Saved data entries
┌──

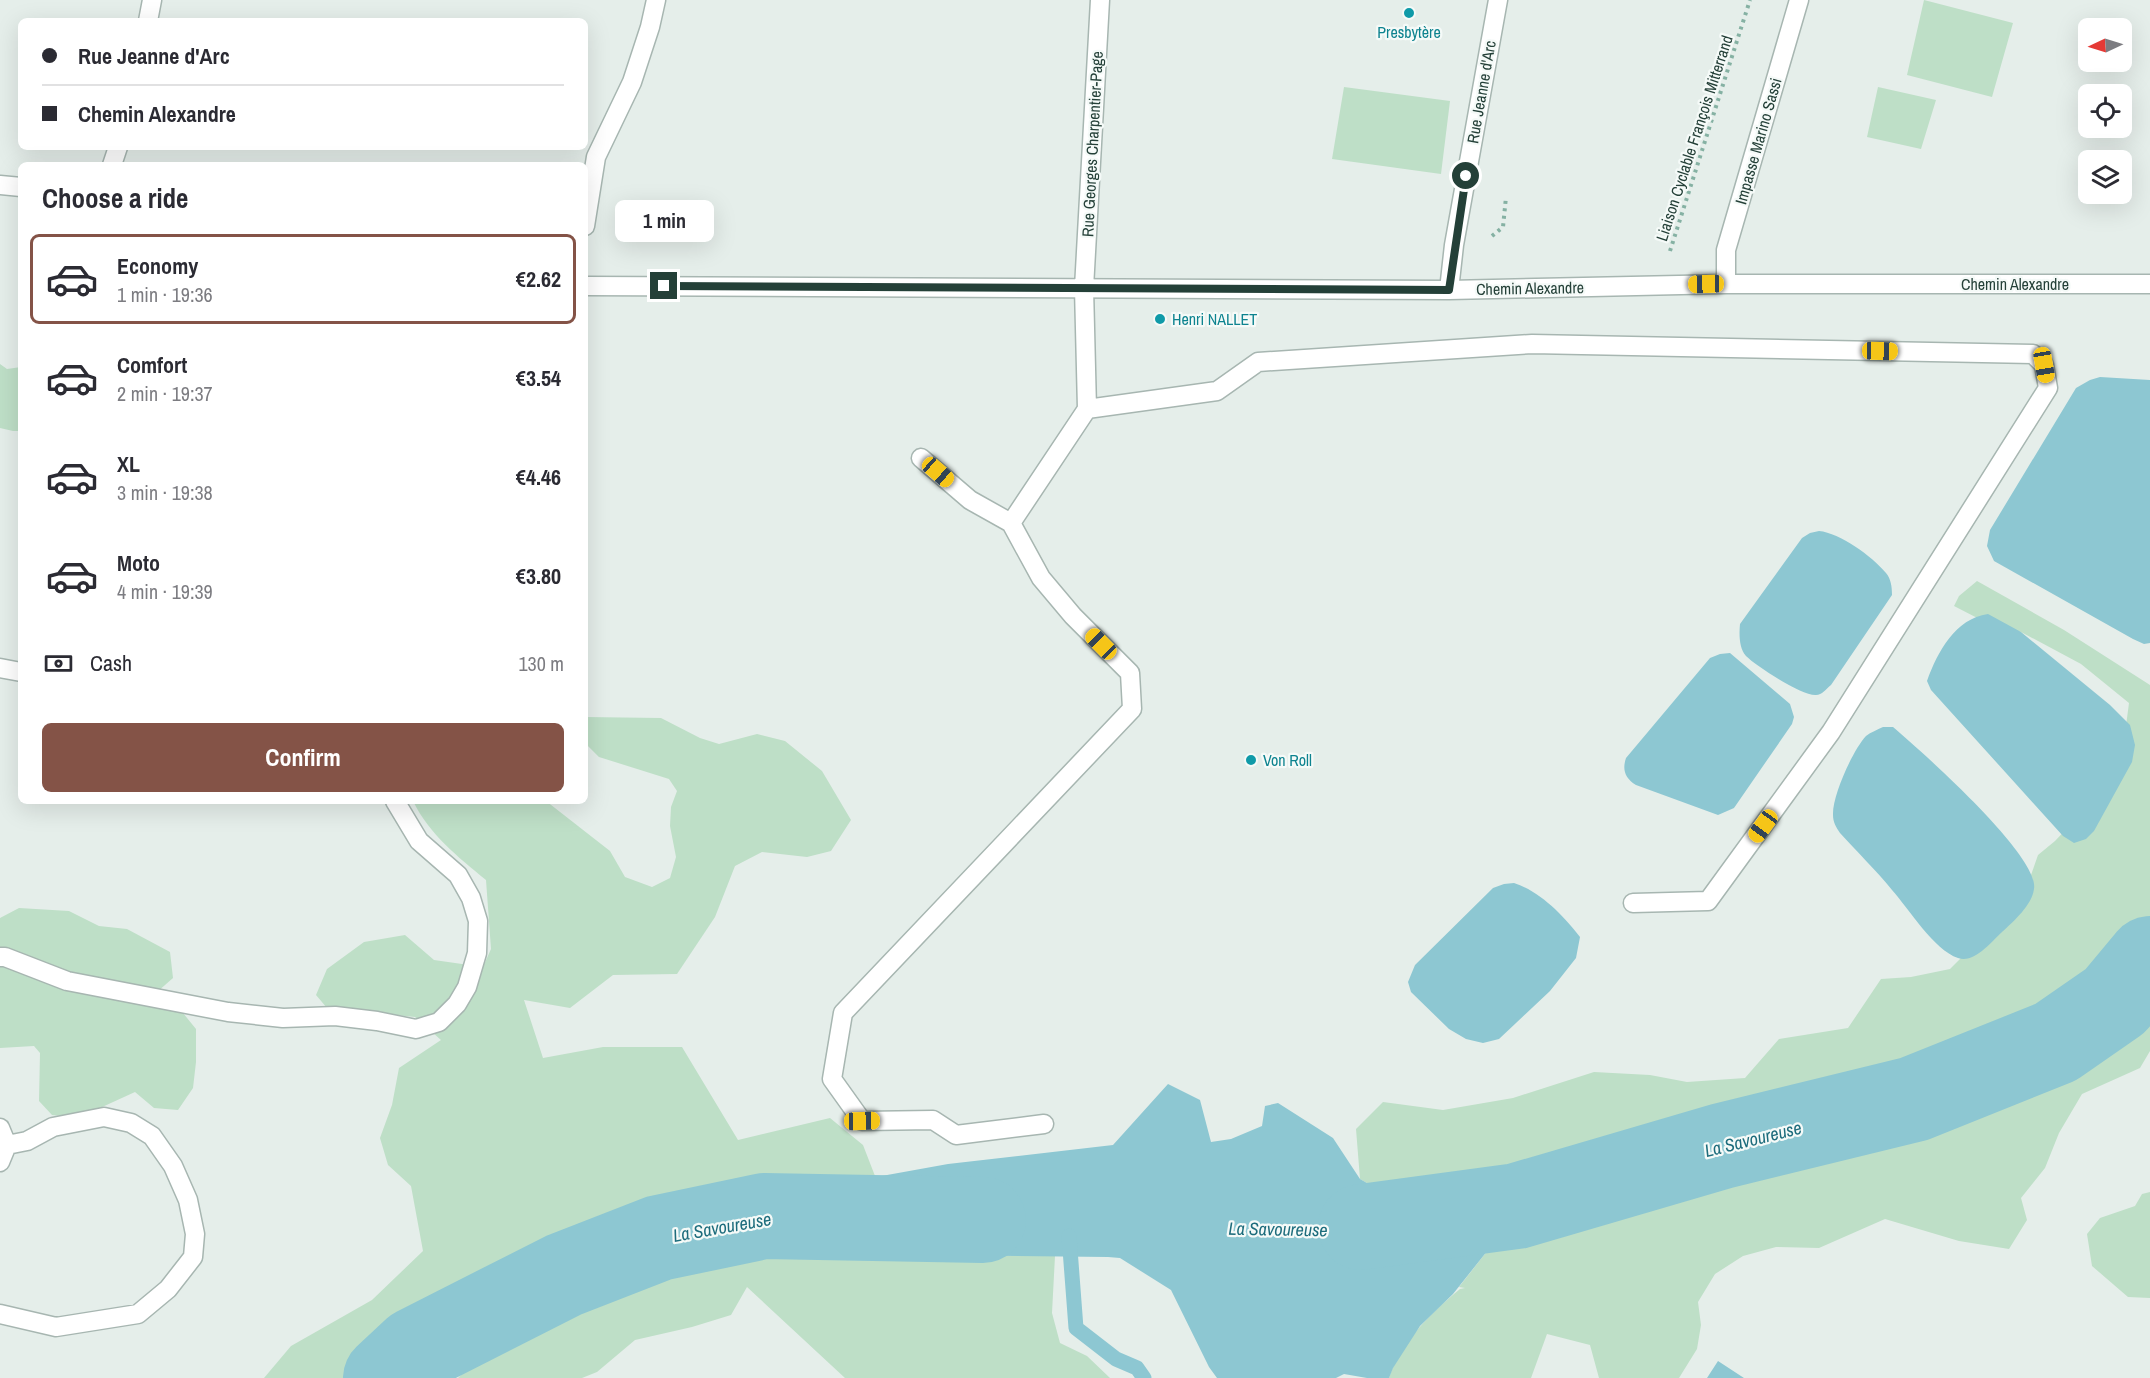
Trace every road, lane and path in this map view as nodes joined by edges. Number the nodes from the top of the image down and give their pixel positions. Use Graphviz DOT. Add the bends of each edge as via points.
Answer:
graph roads {
  1 [pos="152,0"];
  2 [pos="657,0"];
  3 [pos="1100,0"];
  4 [pos="1498,0"];
  5 [pos="1750,0"];
  6 [pos="1799,0"];
  7 [pos="149,18"];
  8 [pos="0,185"];
  9 [pos="18,187"];
  10 [pos="588,207"];
  11 [pos="1726,284"];
  12 [pos="2150,284"];
  13 [pos="1665,285"];
  14 [pos="588,286"];
  15 [pos="1084,288"];
  16 [pos="1449,290"];
  17 [pos="1087,409"];
  18 [pos="921,458"];
  19 [pos="1011,523"];
  20 [pos="0,668"];
  21 [pos="18,671"];
  22 [pos="396,804"];
  23 [pos="1633,903"];
  24 [pos="0,957"];
  25 [pos="1044,1124"];
  26 [pos="2,1145"];
  27 [pos="0,1314"];
  1 -- 7 [label="street"];
  2 -- 10 [label="street" via="632,82 596,157"];
  3 -- 15 [label="street, Rue Georges Charpentier-Page"];
  4 -- 16 [label="street, Rue Jeanne d'Arc"];
  5 -- 13 [label="path, Liaison Cyclable François Mitterrand" via="1672,242"];
  6 -- 11 [label="street, Impasse Marino Sassi" via="1726,250"];
  8 -- 9 [label="street"];
  11 -- 12 [label="street, Chemin Alexandre"];
  11 -- 13 [label="street, Chemin Alexandre"];
  13 -- 16 [label="street, Chemin Alexandre"];
  14 -- 15 [label="street, Chemin Alexandre"];
  15 -- 16 [label="street, Chemin Alexandre"];
  15 -- 17 [label="street, Rue Georges Charpentier-Page"];
  17 -- 19 [label="street"];
  17 -- 23 [label="street" via="1216,391 1258,362 1532,345 2033,354 2044,365 2048,388 1831,732 1715,892 1708,901"];
  18 -- 19 [label="street" via="970,500"];
  19 -- 25 [label="street" via="1041,578 1130,673 1132,709 843,1013 832,1079 862,1121 933,1120 956,1135"];
  20 -- 21 [label="street"];
  22 -- 24 [label="street" via="419,842 458,875 478,921 477,953 467,987 439,1022 416,1029 335,1016 284,1018 228,1012 67,981"];
  26 -- 27 [label="street" via="27,1141 53,1127 104,1117 130,1123 152,1136 173,1166 189,1200 195,1234 192,1257 168,1289 138,1314 56,1327"];
}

└──

What this task involves —
Every entry must be transcribed exactly. Pictures do not belong in the copy.

Task answer —
Trace every road, lane and path in this map view as nodes joined by edges. Number the nodes from the top of the image down and give their pixel positions. Use Graphviz DOT. Add the bends of each edge as via points.
Answer:
graph roads {
  1 [pos="152,0"];
  2 [pos="657,0"];
  3 [pos="1100,0"];
  4 [pos="1498,0"];
  5 [pos="1750,0"];
  6 [pos="1799,0"];
  7 [pos="149,18"];
  8 [pos="0,185"];
  9 [pos="18,187"];
  10 [pos="588,207"];
  11 [pos="1726,284"];
  12 [pos="2150,284"];
  13 [pos="1665,285"];
  14 [pos="588,286"];
  15 [pos="1084,288"];
  16 [pos="1449,290"];
  17 [pos="1087,409"];
  18 [pos="921,458"];
  19 [pos="1011,523"];
  20 [pos="0,668"];
  21 [pos="18,671"];
  22 [pos="396,804"];
  23 [pos="1633,903"];
  24 [pos="0,957"];
  25 [pos="1044,1124"];
  26 [pos="2,1145"];
  27 [pos="0,1314"];
  1 -- 7 [label="street"];
  2 -- 10 [label="street" via="632,82 596,157"];
  3 -- 15 [label="street, Rue Georges Charpentier-Page"];
  4 -- 16 [label="street, Rue Jeanne d'Arc"];
  5 -- 13 [label="path, Liaison Cyclable François Mitterrand" via="1672,242"];
  6 -- 11 [label="street, Impasse Marino Sassi" via="1726,250"];
  8 -- 9 [label="street"];
  11 -- 12 [label="street, Chemin Alexandre"];
  11 -- 13 [label="street, Chemin Alexandre"];
  13 -- 16 [label="street, Chemin Alexandre"];
  14 -- 15 [label="street, Chemin Alexandre"];
  15 -- 16 [label="street, Chemin Alexandre"];
  15 -- 17 [label="street, Rue Georges Charpentier-Page"];
  17 -- 19 [label="street"];
  17 -- 23 [label="street" via="1216,391 1258,362 1532,345 2033,354 2044,365 2048,388 1831,732 1715,892 1708,901"];
  18 -- 19 [label="street" via="970,500"];
  19 -- 25 [label="street" via="1041,578 1130,673 1132,709 843,1013 832,1079 862,1121 933,1120 956,1135"];
  20 -- 21 [label="street"];
  22 -- 24 [label="street" via="419,842 458,875 478,921 477,953 467,987 439,1022 416,1029 335,1016 284,1018 228,1012 67,981"];
  26 -- 27 [label="street" via="27,1141 53,1127 104,1117 130,1123 152,1136 173,1166 189,1200 195,1234 192,1257 168,1289 138,1314 56,1327"];
}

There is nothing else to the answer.